若想显著增加卤化物的生物活性,通常会引入卤素。
卤化酶是许多微生物卤化物合成途径中关键的修饰酶[2],但利用传统的化学合成手段又很难获得有活性的卤化酶,因此利用珠峰文库,能克服99%的微生物不能在实验室进行培养的缺点[3],对微生物整体产生生物活性天然产物的潜力进行研究,将有助于发掘新的卤化酶和次生代谢卤化物,了解其合成机制和表达机理,为进一步深入了解卤化酶的修饰作用和催化机制积累经验,并为新型卤化酶基因的筛选和表达的研究奠定基础。
2. 研究的基本内容和问题
1、研究目标1.发现2-3个新的生物合成相关酶基因序列;2.表达出对应卤化酶蛋白。
2、研究内容2.1 基于序列分析的单克隆筛选利用简并引物筛选珠峰文库质粒,将少量样品通过pcr扩增,利用水平电泳槽进行电泳检测,将目的条带切胶回收;胶回收产物进行二次pcr(聚集产物),通过测序与ncbi比对,最后用特异引物与96孔板筛选得到我们所需的单克隆。
2.2 寻找完整的orf将上述所得的单克隆进行orf测序,进而寻找完整的orf。
3. 研究的方法与方案
1、研究方法及实验方案1.1 宏基因组文库的构建将采集的珠峰土壤样品先后通过不同孔径的筛网筛理,除去昆虫与树根,采用直接裂解法裂解土壤样品中的菌体,提取出土样中的dna,用电泳方法确定总dna在凝胶上的位置,纯化、回收构建宏基因组文库所需的30-45 kb的基因片段,经末端补平酶末端补平后,根据pweb-tnc cosmid cloning kit的方案进行文库构建。
1.2 筛选阳性克隆及其亚克隆菌株制备采用序列筛选的方法筛选卤化酶,选用hornung a等人从已知天然产物的卤化酶氨基酸保守序列出发设计的简并引物,筛选出卤化酶相关的基因,将筛选的阳性克隆平板培养,挑取单菌落养菌并提质粒,用限制性内切酶对小提的质粒进行部分酶切,将酶切产物进行电泳检测,采用胶回收试剂盒对集中在marker2kb-4kb对应位置的胶块进行切胶回收。

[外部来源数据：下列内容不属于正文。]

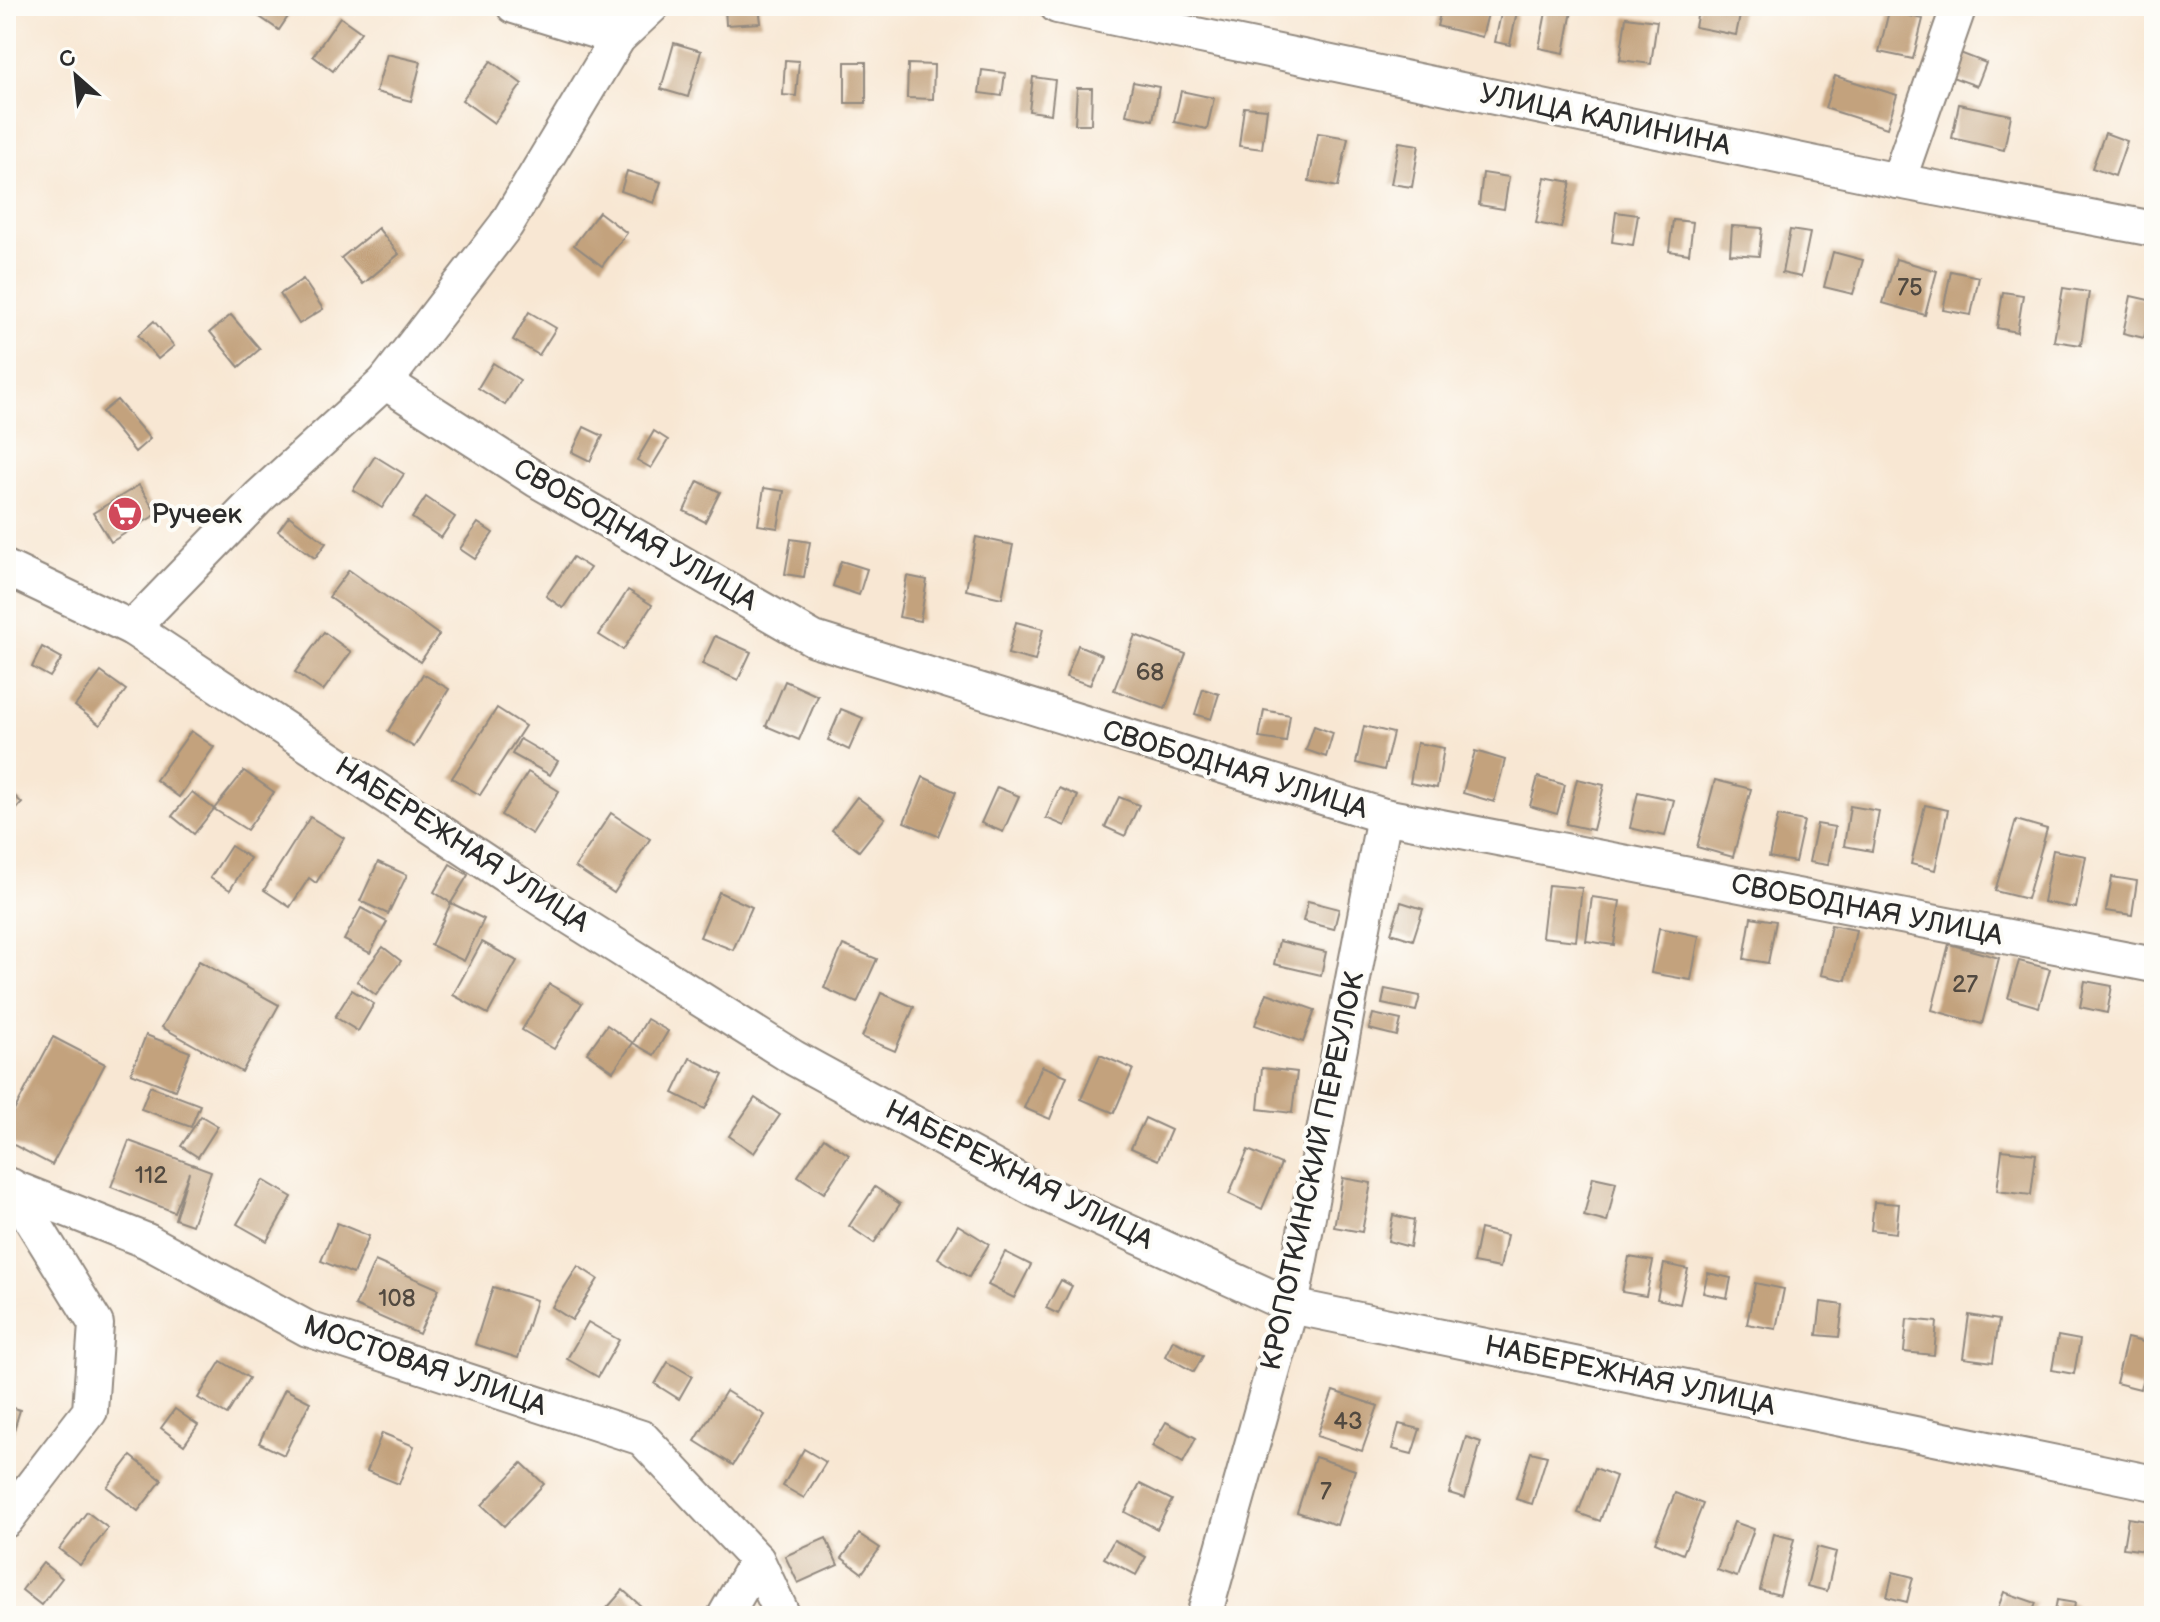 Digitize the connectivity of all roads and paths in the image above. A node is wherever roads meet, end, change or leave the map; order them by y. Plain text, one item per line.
1 (514, 6) edge
2 (652, 6) edge
3 (1057, 6) edge
4 (1959, 6) edge
5 (618, 38) junction
6 (1898, 181) junction
7 (2154, 229) edge
8 (385, 382) junction
9 (6, 568) edge
10 (132, 628) junction
11 (1384, 816) junction
12 (2154, 965) edge
13 (8, 1185) edge
14 (1291, 1306) junction
15 (2154, 1483) edge
16 (6, 1520) edge
17 (757, 1560) junction
18 (725, 1616) edge
19 (783, 1616) edge
20 (1204, 1616) edge

1 - 5 street
2 - 5 street
3 - 6 street, УЛИЦА КАЛИНИНА
4 - 6 street
5 - 8 street
6 - 7 street, УЛИЦА КАЛИНИНА
8 - 10 street
8 - 11 street, СВОБОДНАЯ УЛИЦА
9 - 10 street, НАБЕРЕЖНАЯ УЛИЦА
10 - 14 street, НАБЕРЕЖНАЯ УЛИЦА
11 - 12 street, СВОБОДНАЯ УЛИЦА
11 - 14 street, КРОПОТКИНСКИЙ ПЕРЕУЛОК
13 - 16 street
13 - 17 street, МОСТОВАЯ УЛИЦА
14 - 15 street, НАБЕРЕЖНАЯ УЛИЦА
14 - 20 street, КРОПОТКИНСКИЙ ПЕРЕУЛОК
17 - 18 street
17 - 19 street, МОСТОВАЯ УЛИЦА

回收产物连接至载体中,电转化epi100/bl21;1.3 生化反应/hplc检测电转化后进行诱导表达,看其生化反应/hplc检测,寻找合适的诱导表达条件。
4. 研究创新点
卤化酶来源丰富,但应用广泛。
目前仍然缺乏对卤化酶的研究,因此进一步探索在生物体和生物环境中寻找新型卤化酶无疑将具有巨大的潜力。
而本项目利用宏基因组学的方法研究土壤中不可培养微生物,进一步挖掘其中的微生物卤化酶基因资源,筛选得到含新型卤化酶基因的阳性克隆,为未来发掘新型卤化酶机制提供了理论及技术支持。
5. 研究计划与进展
1.1 项目进展及计划课题拟从2017年10月开始到2018年5月完成。
2017.10 卤化酶基因同源序列筛选2017.11 构建亚克隆 获得阳性亚克隆2017.03 寻找完整orf,选择表达载体,设计表达引物,诱导表达,生化反应/hplc检测 2017.04-05 整理分析数据,完成结题报告,并撰写毕业论文。
2.2 预期研究成果1.从宏基因组文库中筛选获得新型卤化酶基因,并能在载体中正常表达; 2.在课题实行过程中培养独立科研思考能力,及比较熟练的实验技能;3.完成毕业论文。